The fundamental resonances of rapidly rotating Kerr black holes in the eikonal limit are derived analytically .
We show that there exists a critical value , \mu _ { c } = \sqrt { { { 15 - \sqrt { 193 } } \over { 2 } } } , for the dimensionless ratio \mu \equiv m / l between the azimuthal harmonic index m and the spheroidal harmonic index l of the perturbation mode , above which the perturbations become long lived .
In particular , it is proved that above \mu _ { c } the imaginary parts of the quasinormal frequencies scale like the black-hole temperature : \omega _ { I } ( n; \mu > \mu _ { c } ) = 2 \pi T _ { BH } ( n + { 1 \over 2 } ) .
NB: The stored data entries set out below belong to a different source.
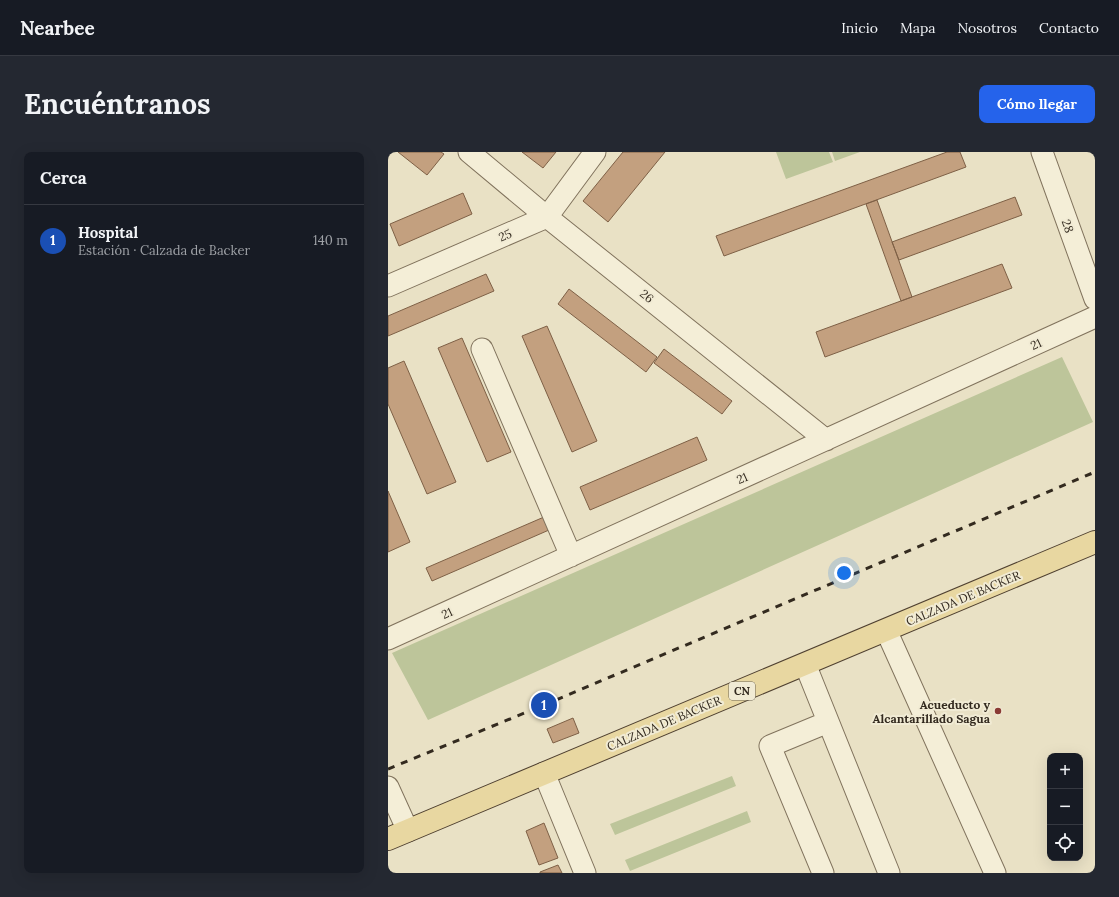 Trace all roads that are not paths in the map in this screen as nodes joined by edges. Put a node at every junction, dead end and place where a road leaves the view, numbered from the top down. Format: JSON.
{"nodes":[{"id":1,"x":469,"y":152,"type":"edge"},
{"id":2,"x":595,"y":152,"type":"edge"},
{"id":3,"x":1042,"y":152,"type":"edge"},
{"id":4,"x":547,"y":217,"type":"junction"},
{"id":5,"x":388,"y":286,"type":"edge"},
{"id":6,"x":1095,"y":299,"type":"edge"},
{"id":7,"x":1095,"y":317,"type":"edge"},
{"id":8,"x":482,"y":349,"type":"dead end"},
{"id":9,"x":826,"y":440,"type":"junction"},
{"id":10,"x":1095,"y":542,"type":"edge"},
{"id":11,"x":571,"y":556,"type":"junction"},
{"id":12,"x":886,"y":630,"type":"junction"},
{"id":13,"x":388,"y":639,"type":"edge"},
{"id":14,"x":805,"y":664,"type":"junction"},
{"id":15,"x":828,"y":722,"type":"junction"},
{"id":16,"x":544,"y":773,"type":"junction"},
{"id":17,"x":388,"y":787,"type":"edge"},
{"id":18,"x":408,"y":831,"type":"junction"},
{"id":19,"x":388,"y":839,"type":"edge"},
{"id":20,"x":585,"y":873,"type":"edge"},
{"id":21,"x":823,"y":873,"type":"edge"},
{"id":22,"x":889,"y":873,"type":"edge"},
{"id":23,"x":994,"y":873,"type":"edge"}],
"edges":[{"from":1,"to":4,"type":"street","name":"26"},
{"from":2,"to":4,"type":"street"},
{"from":3,"to":6,"type":"street","name":"28"},
{"from":4,"to":5,"type":"street","name":"25"},
{"from":4,"to":9,"type":"street","name":"26"},
{"from":7,"to":9,"type":"street","name":"21"},
{"from":8,"to":11,"type":"street"},
{"from":9,"to":11,"type":"street","name":"21"},
{"from":10,"to":12,"type":"main road","name":"CALZADA DE BACKER","number":"CN"},
{"from":11,"to":13,"type":"street","name":"21"},
{"from":12,"to":14,"type":"main road","name":"CALZADA DE BACKER","number":"CN"},
{"from":12,"to":23,"type":"street"},
{"from":14,"to":15,"type":"street"},
{"from":14,"to":16,"type":"main road","name":"CALZADA DE BACKER","number":"CN"},
{"from":15,"to":21,"type":"street"},
{"from":15,"to":22,"type":"street"},
{"from":16,"to":18,"type":"main road","name":"CALZADA DE BACKER","number":"CN"},
{"from":16,"to":20,"type":"street"},
{"from":17,"to":18,"type":"street"},
{"from":18,"to":19,"type":"main road","name":"CALZADA DE BACKER","number":"CN"}]}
This implies that for perturbations modes in the interval \mu _ { c } < \mu \leq 1 , the relaxation period \tau \sim 1 / \omega _ { I } of the black hole becomes extremely long as the extremal limit T _ { BH } \to 0 is approached .
A generalization of the results to the case of scalar quasinormal resonances of near-extremal Kerr-Newman black holes is also provided .
In particular , we prove that only black holes that rotate fast enough ( with M \Omega \geq { 2 \over 5 } , where M and \Omega are the black-hole mass and angular velocity , respectively ) possess this family of remarkably long-lived perturbation modes .